Start of DATA EXCERPTS
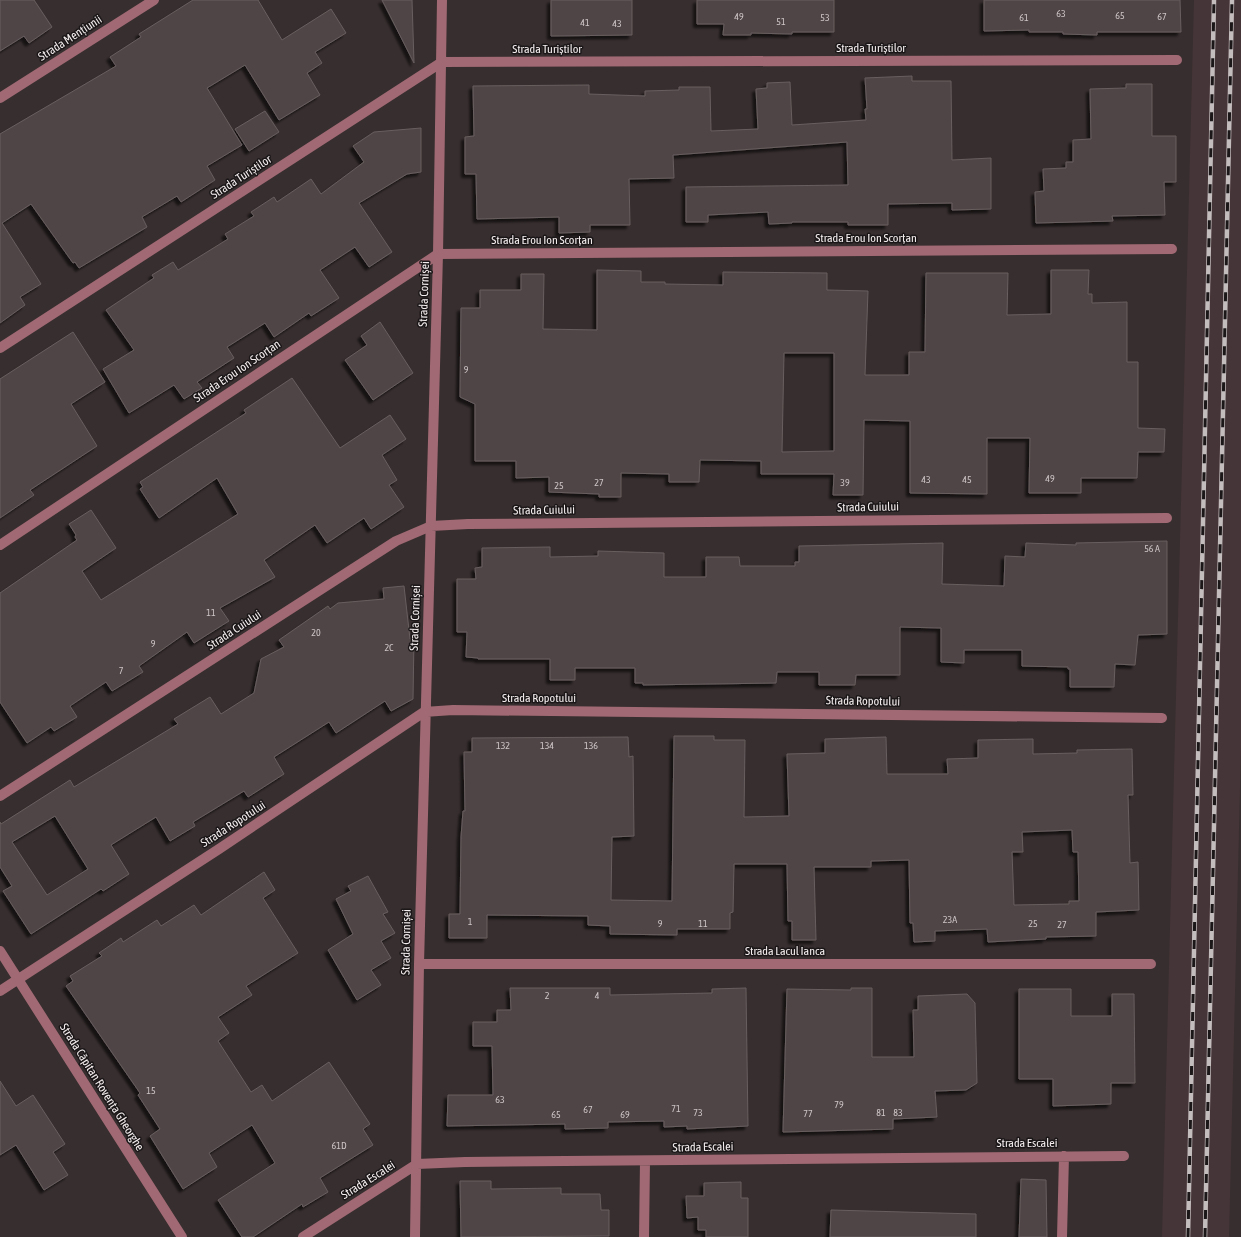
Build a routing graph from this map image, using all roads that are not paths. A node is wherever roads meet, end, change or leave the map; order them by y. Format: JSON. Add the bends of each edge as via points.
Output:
{"nodes":[{"id":1,"x":154,"y":0,"type":"edge"},
{"id":2,"x":442,"y":0,"type":"edge"},
{"id":3,"x":1177,"y":60,"type":"dead end"},
{"id":4,"x":442,"y":62,"type":"junction"},
{"id":5,"x":0,"y":98,"type":"edge"},
{"id":6,"x":1172,"y":249,"type":"dead end"},
{"id":7,"x":438,"y":254,"type":"junction"},
{"id":8,"x":0,"y":348,"type":"edge"},
{"id":9,"x":1168,"y":518,"type":"dead end"},
{"id":10,"x":431,"y":526,"type":"junction"},
{"id":11,"x":0,"y":545,"type":"edge"},
{"id":12,"x":424,"y":712,"type":"junction"},
{"id":13,"x":1162,"y":718,"type":"dead end"},
{"id":14,"x":0,"y":796,"type":"edge"},
{"id":15,"x":0,"y":950,"type":"edge"},
{"id":16,"x":419,"y":964,"type":"junction"},
{"id":17,"x":1151,"y":964,"type":"dead end"},
{"id":18,"x":18,"y":978,"type":"junction"},
{"id":19,"x":0,"y":991,"type":"edge"},
{"id":20,"x":1064,"y":1156,"type":"junction"},
{"id":21,"x":1124,"y":1156,"type":"dead end"},
{"id":22,"x":645,"y":1161,"type":"junction"},
{"id":23,"x":417,"y":1164,"type":"junction"},
{"id":24,"x":182,"y":1237,"type":"edge"},
{"id":25,"x":303,"y":1237,"type":"edge"},
{"id":26,"x":416,"y":1237,"type":"edge"},
{"id":27,"x":644,"y":1237,"type":"edge"},
{"id":28,"x":1062,"y":1237,"type":"edge"}],
"edges":[{"from":1,"to":5,"type":"street","name":"Strada Mențiunii"},
{"from":2,"to":4,"type":"street","name":"Strada Cornișei"},
{"from":3,"to":4,"type":"street","name":"Strada Turiștilor"},
{"from":4,"to":7,"type":"street","name":"Strada Cornișei"},
{"from":4,"to":8,"type":"street","name":"Strada Turiștilor"},
{"from":6,"to":7,"type":"street","name":"Strada Erou Ion Scorțan"},
{"from":7,"to":10,"type":"street","name":"Strada Cornișei"},
{"from":7,"to":11,"type":"street","name":"Strada Erou Ion Scorțan"},
{"from":9,"to":10,"type":"street","name":"Strada Cuiului"},
{"from":10,"to":12,"type":"street","name":"Strada Cornișei"},
{"from":10,"to":14,"type":"street","name":"Strada Cuiului","via":[[396,541]]},
{"from":12,"to":13,"type":"street","name":"Strada Ropotului","via":[[653,711]]},
{"from":12,"to":16,"type":"street","name":"Strada Cornișei"},
{"from":12,"to":18,"type":"street","name":"Strada Ropotului","via":[[219,849]]},
{"from":15,"to":18,"type":"street","name":"Strada Căpitan Rovența Gheorghe"},
{"from":16,"to":17,"type":"street","name":"Strada Lacul Ianca"},
{"from":16,"to":23,"type":"street","name":"Strada Cornișei"},
{"from":18,"to":19,"type":"street","name":"Strada Ropotului"},
{"from":18,"to":24,"type":"street","name":"Strada Căpitan Rovența Gheorghe"},
{"from":20,"to":21,"type":"street","name":"Strada Escalei"},
{"from":20,"to":22,"type":"street","name":"Strada Escalei"},
{"from":20,"to":28,"type":"street"},
{"from":22,"to":23,"type":"street","name":"Strada Escalei"},
{"from":22,"to":27,"type":"street"},
{"from":23,"to":25,"type":"street","name":"Strada Escalei"},
{"from":23,"to":26,"type":"street","name":"Strada Cornișei"}]}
End of DATA EXCERPTS
-- WHAT YOU HAVE TO DO --
The whole listing, minus its images, should be repeated exactly.

-- REPLY --
Build a routing graph from this map image, using all roads that are not paths. A node is wherever roads meet, end, change or leave the map; order them by y. Format: JSON. Add the bends of each edge as via points.
Output:
{"nodes":[{"id":1,"x":154,"y":0,"type":"edge"},
{"id":2,"x":442,"y":0,"type":"edge"},
{"id":3,"x":1177,"y":60,"type":"dead end"},
{"id":4,"x":442,"y":62,"type":"junction"},
{"id":5,"x":0,"y":98,"type":"edge"},
{"id":6,"x":1172,"y":249,"type":"dead end"},
{"id":7,"x":438,"y":254,"type":"junction"},
{"id":8,"x":0,"y":348,"type":"edge"},
{"id":9,"x":1168,"y":518,"type":"dead end"},
{"id":10,"x":431,"y":526,"type":"junction"},
{"id":11,"x":0,"y":545,"type":"edge"},
{"id":12,"x":424,"y":712,"type":"junction"},
{"id":13,"x":1162,"y":718,"type":"dead end"},
{"id":14,"x":0,"y":796,"type":"edge"},
{"id":15,"x":0,"y":950,"type":"edge"},
{"id":16,"x":419,"y":964,"type":"junction"},
{"id":17,"x":1151,"y":964,"type":"dead end"},
{"id":18,"x":18,"y":978,"type":"junction"},
{"id":19,"x":0,"y":991,"type":"edge"},
{"id":20,"x":1064,"y":1156,"type":"junction"},
{"id":21,"x":1124,"y":1156,"type":"dead end"},
{"id":22,"x":645,"y":1161,"type":"junction"},
{"id":23,"x":417,"y":1164,"type":"junction"},
{"id":24,"x":182,"y":1237,"type":"edge"},
{"id":25,"x":303,"y":1237,"type":"edge"},
{"id":26,"x":416,"y":1237,"type":"edge"},
{"id":27,"x":644,"y":1237,"type":"edge"},
{"id":28,"x":1062,"y":1237,"type":"edge"}],
"edges":[{"from":1,"to":5,"type":"street","name":"Strada Mențiunii"},
{"from":2,"to":4,"type":"street","name":"Strada Cornișei"},
{"from":3,"to":4,"type":"street","name":"Strada Turiștilor"},
{"from":4,"to":7,"type":"street","name":"Strada Cornișei"},
{"from":4,"to":8,"type":"street","name":"Strada Turiștilor"},
{"from":6,"to":7,"type":"street","name":"Strada Erou Ion Scorțan"},
{"from":7,"to":10,"type":"street","name":"Strada Cornișei"},
{"from":7,"to":11,"type":"street","name":"Strada Erou Ion Scorțan"},
{"from":9,"to":10,"type":"street","name":"Strada Cuiului"},
{"from":10,"to":12,"type":"street","name":"Strada Cornișei"},
{"from":10,"to":14,"type":"street","name":"Strada Cuiului","via":[[396,541]]},
{"from":12,"to":13,"type":"street","name":"Strada Ropotului","via":[[653,711]]},
{"from":12,"to":16,"type":"street","name":"Strada Cornișei"},
{"from":12,"to":18,"type":"street","name":"Strada Ropotului","via":[[219,849]]},
{"from":15,"to":18,"type":"street","name":"Strada Căpitan Rovența Gheorghe"},
{"from":16,"to":17,"type":"street","name":"Strada Lacul Ianca"},
{"from":16,"to":23,"type":"street","name":"Strada Cornișei"},
{"from":18,"to":19,"type":"street","name":"Strada Ropotului"},
{"from":18,"to":24,"type":"street","name":"Strada Căpitan Rovența Gheorghe"},
{"from":20,"to":21,"type":"street","name":"Strada Escalei"},
{"from":20,"to":22,"type":"street","name":"Strada Escalei"},
{"from":20,"to":28,"type":"street"},
{"from":22,"to":23,"type":"street","name":"Strada Escalei"},
{"from":22,"to":27,"type":"street"},
{"from":23,"to":25,"type":"street","name":"Strada Escalei"},
{"from":23,"to":26,"type":"street","name":"Strada Cornișei"}]}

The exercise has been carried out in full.